How to Add Hyper-V Hosts in a Perimeter Network in VMM 2012 R2

Question

In my home lab environment, I have a single host, which is NOT a member of my lab’s domain. This is due to the fact that I am constantly re-building my lab environment, which includes my Active Directory Domain Controllers. Therefore, I don’t want to add my host to the domain, and then potentially loose access to it when rebuilding (although I could still use the Local Administrator account).

 

With that being said, I want to add my Host to SCVMM (which is running in a VM on the Host itself). Therefore, I need to be able to add a Host that is not a domain member (aka. a Workgroup host).
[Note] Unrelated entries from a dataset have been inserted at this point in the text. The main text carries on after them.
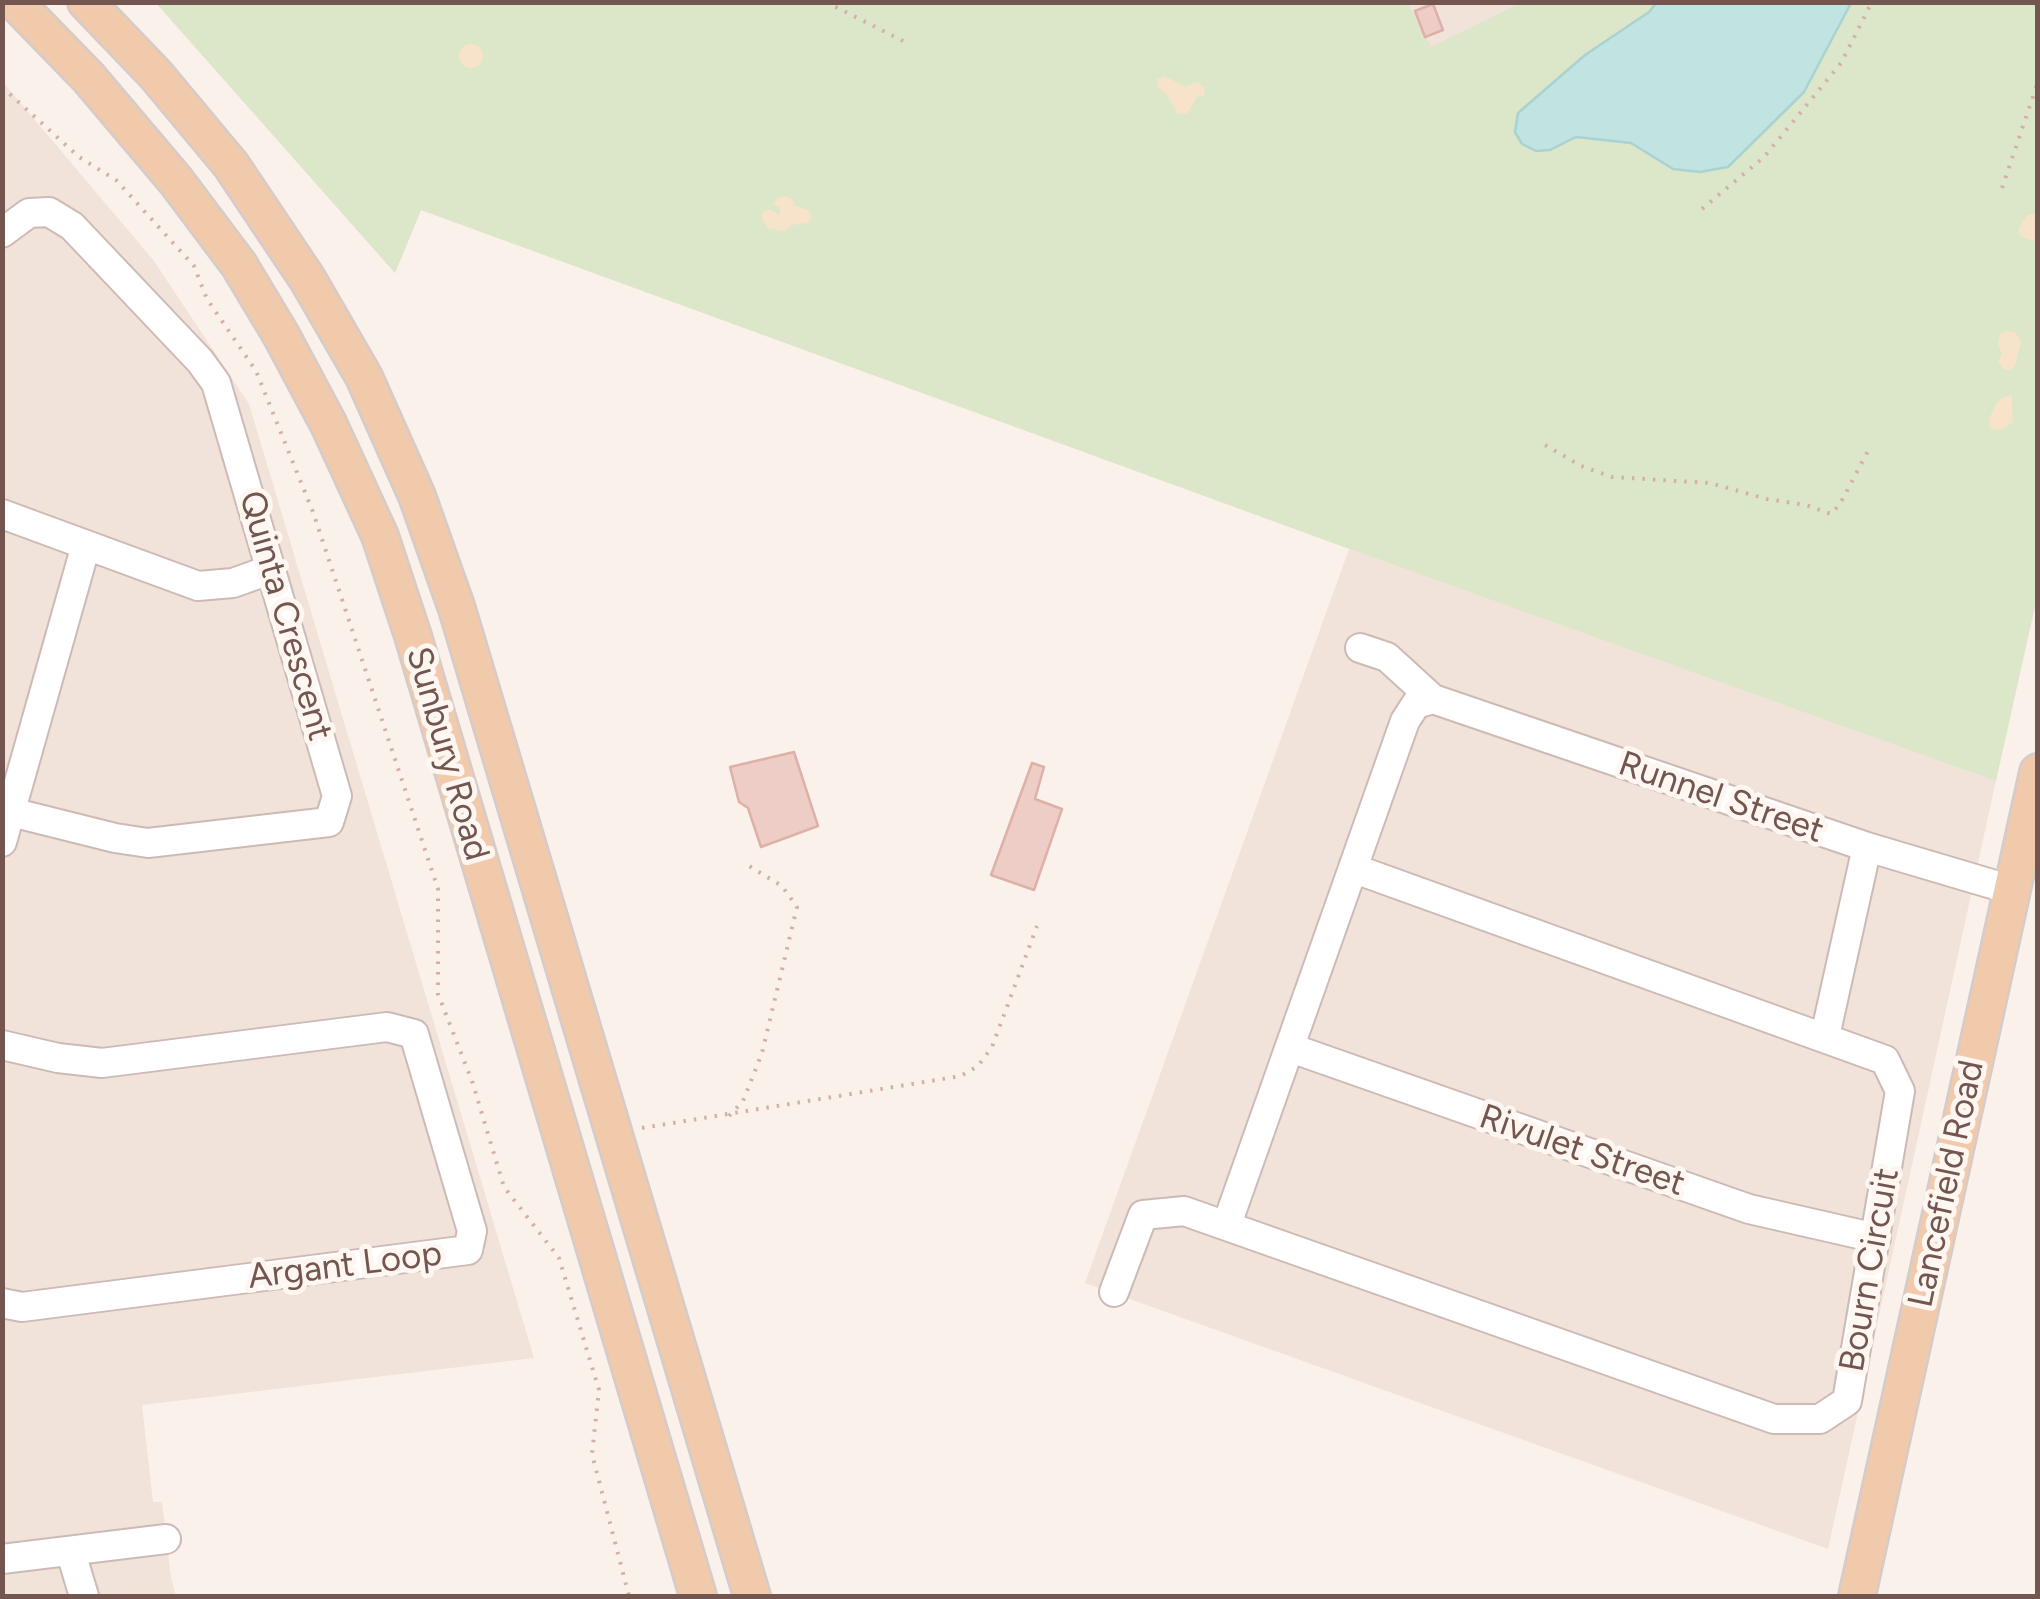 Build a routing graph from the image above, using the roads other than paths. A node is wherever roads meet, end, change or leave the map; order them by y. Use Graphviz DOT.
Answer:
graph roads {
  1 [pos="15,2"];
  2 [pos="86,2"];
  3 [pos="2,233"];
  4 [pos="2,514"];
  5 [pos="86,545"];
  6 [pos="272,570"];
  7 [pos="1360,648"];
  8 [pos="1434,699"];
  9 [pos="2038,772"];
  10 [pos="11,812"];
  11 [pos="2,842"];
  12 [pos="1866,847"];
  13 [pos="1355,869"];
  14 [pos="2012,890"];
  15 [pos="1824,1036"];
  16 [pos="2,1045"];
  17 [pos="1291,1048"];
  18 [pos="1227,1224"];
  19 [pos="1876,1238"];
  20 [pos="1114,1292"];
  21 [pos="4,1307"];
  22 [pos="166,1539"];
  23 [pos="70,1553"];
  24 [pos="2,1559"];
  25 [pos="84,1596"];
  26 [pos="698,1596"];
  27 [pos="752,1596"];
  28 [pos="1857,1596"];
  1 -- 26 [label="main road, Sunbury Road"];
  2 -- 27 [label="main road, Sunbury Road"];
  3 -- 6 [label="street, Quinta Crescent"];
  4 -- 5 [label="street"];
  5 -- 6 [label="street"];
  5 -- 10 [label="street"];
  6 -- 10 [label="street, Quinta Crescent"];
  7 -- 8 [label="street, Runnel Street"];
  8 -- 12 [label="street, Runnel Street"];
  8 -- 13 [label="street"];
  9 -- 14 [label="main road, Lancefield Road"];
  10 -- 11 [label="street"];
  12 -- 14 [label="street, Runnel Street"];
  12 -- 15 [label="street"];
  13 -- 15 [label="street, Bourn Circuit"];
  13 -- 17 [label="street"];
  14 -- 28 [label="main road, Lancefield Road"];
  15 -- 19 [label="street, Bourn Circuit"];
  16 -- 21 [label="street, Argant Loop"];
  17 -- 18 [label="street"];
  17 -- 19 [label="street, Rivulet Street"];
  18 -- 19 [label="street, Bourn Circuit"];
  18 -- 20 [label="street, Bourn Circuit"];
  22 -- 23 [label="street"];
  23 -- 24 [label="street"];
  23 -- 25 [label="street"];
}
So, I will be following this TechNet article (http://technet.microsoft.com/en-ca/library/gg610642.aspx), which walks through the process. I will add screenshots to make it easier to follow.

 

You can use the following procedure to add Hyper-V hosts that are in a perimeter network (also known as DMZ, demilitarized zone, and screened subnet) as managed Hyper-V hosts in Virtual Machine Manager. You can only add stand-alone hosts that are in a perimeter network. VMM does not support managing a host cluster in a perimeter network.

 

NOTE: You can also use this procedure to add a stand-alone Hyper-V host that is in a workgroup and not part of a domain.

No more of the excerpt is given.